- YOUR INSTRUCTIONS -
Starting at the line that contains "Digitize the connectivity", quote each line exactly through the last line of the entries, both included.

SUPPLIED MATERIAL Start Marker

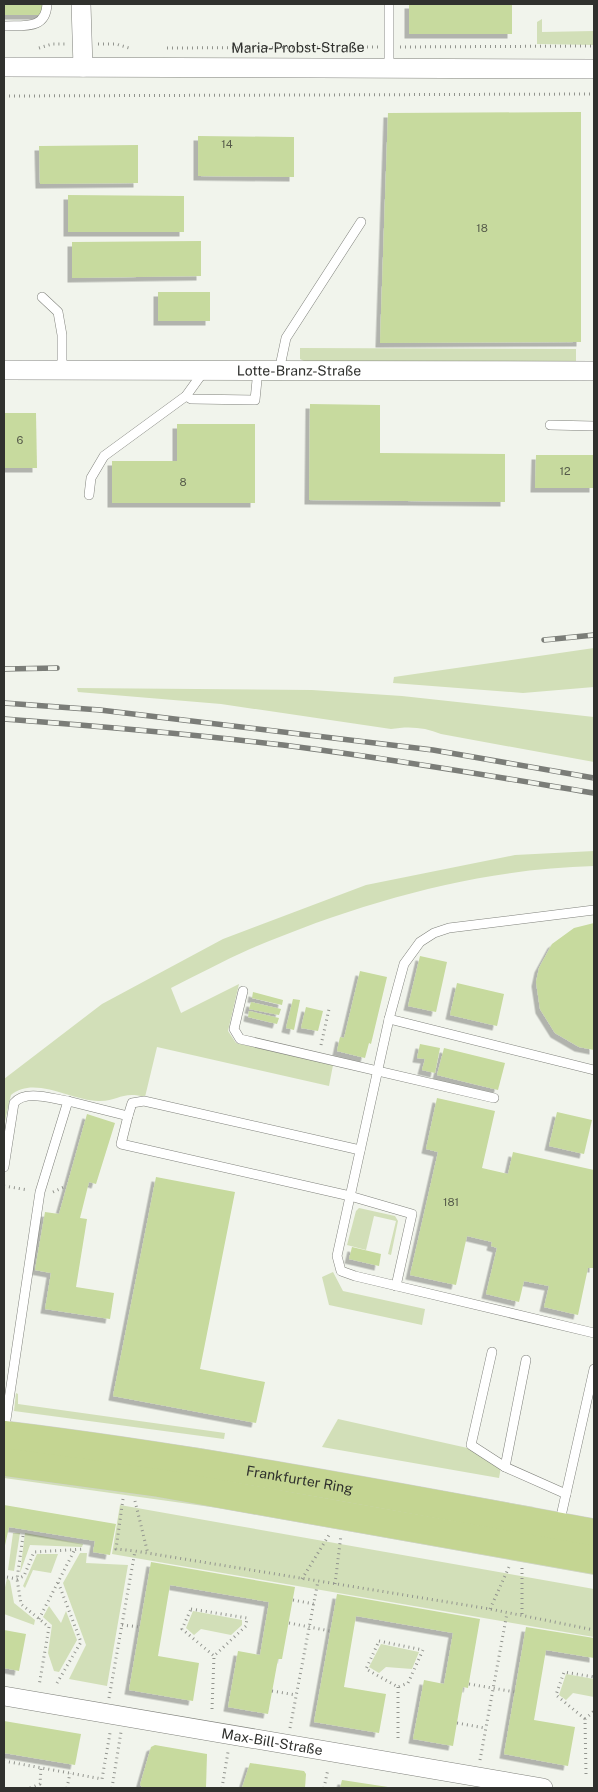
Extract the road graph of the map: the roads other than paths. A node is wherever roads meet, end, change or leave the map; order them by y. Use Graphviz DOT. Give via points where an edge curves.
graph roads {
  1 [pos="47,4"];
  2 [pos="81,4"];
  3 [pos="390,4"];
  4 [pos="4,26"];
  5 [pos="4,67"];
  6 [pos="83,67"];
  7 [pos="389,68"];
  8 [pos="594,69"];
  9 [pos="361,222"];
  10 [pos="42,296"];
  11 [pos="4,370"];
  12 [pos="62,370"];
  13 [pos="204,370"];
  14 [pos="258,370"];
  15 [pos="279,370"];
  16 [pos="594,372"];
  17 [pos="186,396"];
  18 [pos="550,425"];
  19 [pos="594,426"];
  20 [pos="88,495"];
  21 [pos="594,910"];
  22 [pos="244,991"];
  23 [pos="389,1020"];
  24 [pos="594,1070"];
  25 [pos="378,1071"];
  26 [pos="494,1098"];
  27 [pos="68,1101"];
  28 [pos="128,1116"];
  29 [pos="360,1150"];
  30 [pos="4,1167"];
  31 [pos="350,1196"];
  32 [pos="396,1286"];
  33 [pos="594,1333"];
  34 [pos="492,1352"];
  35 [pos="526,1360"];
  36 [pos="594,1369"];
  37 [pos="8,1375"];
  38 [pos="4,1435"];
  39 [pos="4,1462"];
  40 [pos="505,1467"];
  41 [pos="566,1494"];
  42 [pos="559,1526"];
  43 [pos="594,1533"];
  44 [pos="594,1560"];
  45 [pos="4,1696"];
  46 [pos="543,1788"];
  1 -- 4 [label="lane" via="46,17 42,21"];
  2 -- 6 [label="street"];
  3 -- 7 [label="lane"];
  5 -- 6 [label="street, Maria-Probst-Straße"];
  6 -- 7 [label="street, Maria-Probst-Straße"];
  7 -- 8 [label="street, Maria-Probst-Straße"];
  9 -- 15 [label="lane" via="286,338"];
  10 -- 12 [label="lane" via="58,312"];
  11 -- 12 [label="street, Lotte-Branz-Straße"];
  12 -- 13 [label="street, Lotte-Branz-Straße"];
  13 -- 14 [label="street, Lotte-Branz-Straße"];
  13 -- 17 [label="lane"];
  14 -- 15 [label="street, Lotte-Branz-Straße"];
  14 -- 17 [label="lane" via="255,400 191,399"];
  15 -- 16 [label="street, Lotte-Branz-Straße"];
  17 -- 20 [label="lane" via="104,456 91,478"];
  18 -- 19 [label="lane"];
  21 -- 23 [label="lane" via="449,928 434,933 420,942 404,964"];
  22 -- 25 [label="lane" via="234,1030 240,1039"];
  23 -- 24 [label="lane"];
  23 -- 25 [label="lane"];
  25 -- 26 [label="lane"];
  25 -- 29 [label="lane"];
  27 -- 28 [label="lane"];
  27 -- 30 [label="lane" via="28,1096 17,1099"];
  27 -- 37 [label="lane" via="40,1192"];
  28 -- 29 [label="lane" via="132,1103 144,1101"];
  28 -- 31 [label="lane" via="121,1144"];
  29 -- 31 [label="lane"];
  31 -- 32 [label="lane" via="337,1256 341,1271"];
  31 -- 32 [label="lane" via="412,1214"];
  32 -- 33 [label="lane"];
  34 -- 40 [label="lane" via="471,1445"];
  35 -- 40 [label="lane"];
  36 -- 41 [label="lane"];
  37 -- 38 [label="lane"];
  38 -- 42 [label="main road, Frankfurter Ring" via="191,1461"];
  39 -- 44 [label="main road, Frankfurter Ring" via="159,1483"];
  40 -- 41 [label="lane"];
  41 -- 42 [label="lane"];
  42 -- 43 [label="main road, Frankfurter Ring"];
  45 -- 46 [label="street, Max-Bill-Straße"];
}
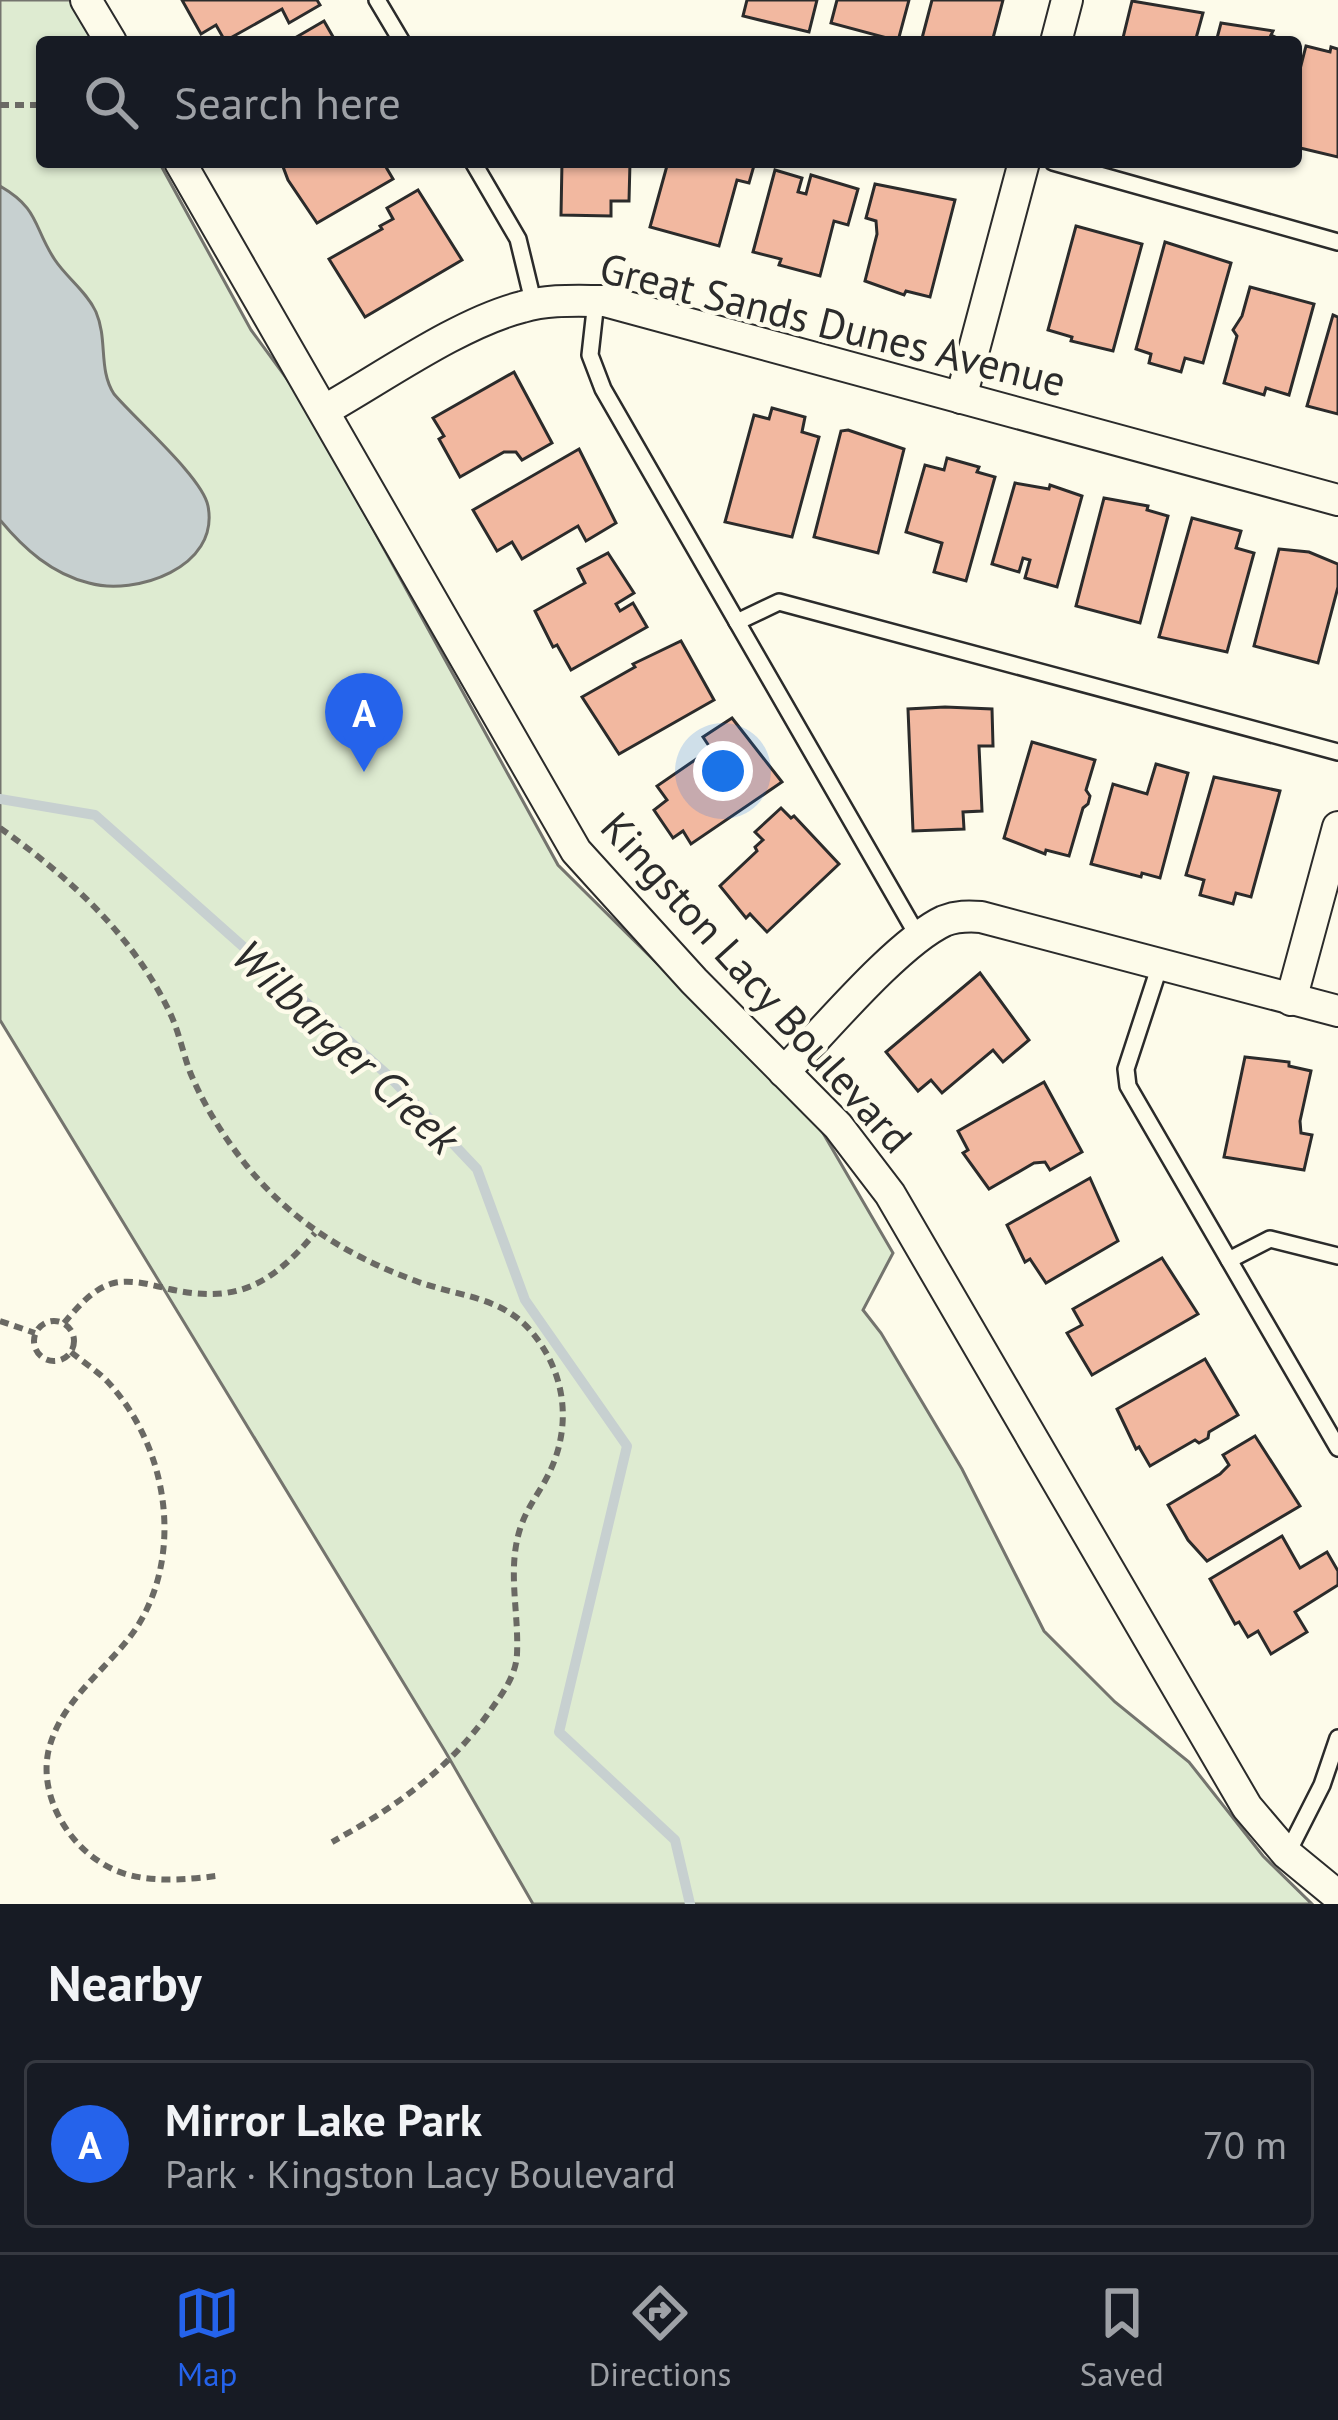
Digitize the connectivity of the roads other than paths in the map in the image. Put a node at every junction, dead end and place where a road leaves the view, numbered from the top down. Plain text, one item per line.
1 (86, 0) edge
2 (377, 0) edge
3 (1067, 0) edge
4 (107, 36) edge
5 (398, 36) edge
6 (1058, 36) edge
7 (184, 168) edge
8 (476, 168) edge
9 (1022, 168) edge
10 (1074, 168) edge
11 (1338, 242) edge
12 (596, 301) junction
13 (533, 305) junction
14 (961, 398) junction
15 (325, 410) junction
16 (1338, 500) edge
17 (737, 622) junction
18 (1338, 752) edge
19 (1338, 827) edge
20 (919, 938) junction
21 (1160, 965) junction
22 (1291, 1000) junction
23 (1338, 1011) edge
24 (784, 1072) junction
25 (1338, 1256) edge
26 (1229, 1260) junction
27 (1338, 1448) edge
28 (1338, 1738) edge
29 (1287, 1854) junction
30 (1338, 1896) edge

1 - 4 street
2 - 5 lane
3 - 6 street
7 - 15 street, Kingston Lacy Boulevard
8 - 13 lane
9 - 14 street
10 - 11 lane
12 - 13 street, Great Sands Dunes Avenue
12 - 14 street, Great Sands Dunes Avenue
12 - 17 lane
13 - 15 street, Great Sands Dunes Avenue
14 - 16 street, Great Sands Dunes Avenue
15 - 24 street, Kingston Lacy Boulevard
17 - 18 lane
17 - 20 lane
19 - 22 street
20 - 21 street
20 - 24 street
21 - 22 street
21 - 26 lane
22 - 23 street
24 - 29 street, Kingston Lacy Boulevard
25 - 26 lane
26 - 27 lane
28 - 29 lane
29 - 30 street, Kingston Lacy Boulevard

SUPPLIED MATERIAL End Marker

- ANSWER TO THIS PROBLEM -
Digitize the connectivity of the roads other than paths in the map in the image. Put a node at every junction, dead end and place where a road leaves the view, numbered from the top down. Plain text, one item per line.
1 (86, 0) edge
2 (377, 0) edge
3 (1067, 0) edge
4 (107, 36) edge
5 (398, 36) edge
6 (1058, 36) edge
7 (184, 168) edge
8 (476, 168) edge
9 (1022, 168) edge
10 (1074, 168) edge
11 (1338, 242) edge
12 (596, 301) junction
13 (533, 305) junction
14 (961, 398) junction
15 (325, 410) junction
16 (1338, 500) edge
17 (737, 622) junction
18 (1338, 752) edge
19 (1338, 827) edge
20 (919, 938) junction
21 (1160, 965) junction
22 (1291, 1000) junction
23 (1338, 1011) edge
24 (784, 1072) junction
25 (1338, 1256) edge
26 (1229, 1260) junction
27 (1338, 1448) edge
28 (1338, 1738) edge
29 (1287, 1854) junction
30 (1338, 1896) edge

1 - 4 street
2 - 5 lane
3 - 6 street
7 - 15 street, Kingston Lacy Boulevard
8 - 13 lane
9 - 14 street
10 - 11 lane
12 - 13 street, Great Sands Dunes Avenue
12 - 14 street, Great Sands Dunes Avenue
12 - 17 lane
13 - 15 street, Great Sands Dunes Avenue
14 - 16 street, Great Sands Dunes Avenue
15 - 24 street, Kingston Lacy Boulevard
17 - 18 lane
17 - 20 lane
19 - 22 street
20 - 21 street
20 - 24 street
21 - 22 street
21 - 26 lane
22 - 23 street
24 - 29 street, Kingston Lacy Boulevard
25 - 26 lane
26 - 27 lane
28 - 29 lane
29 - 30 street, Kingston Lacy Boulevard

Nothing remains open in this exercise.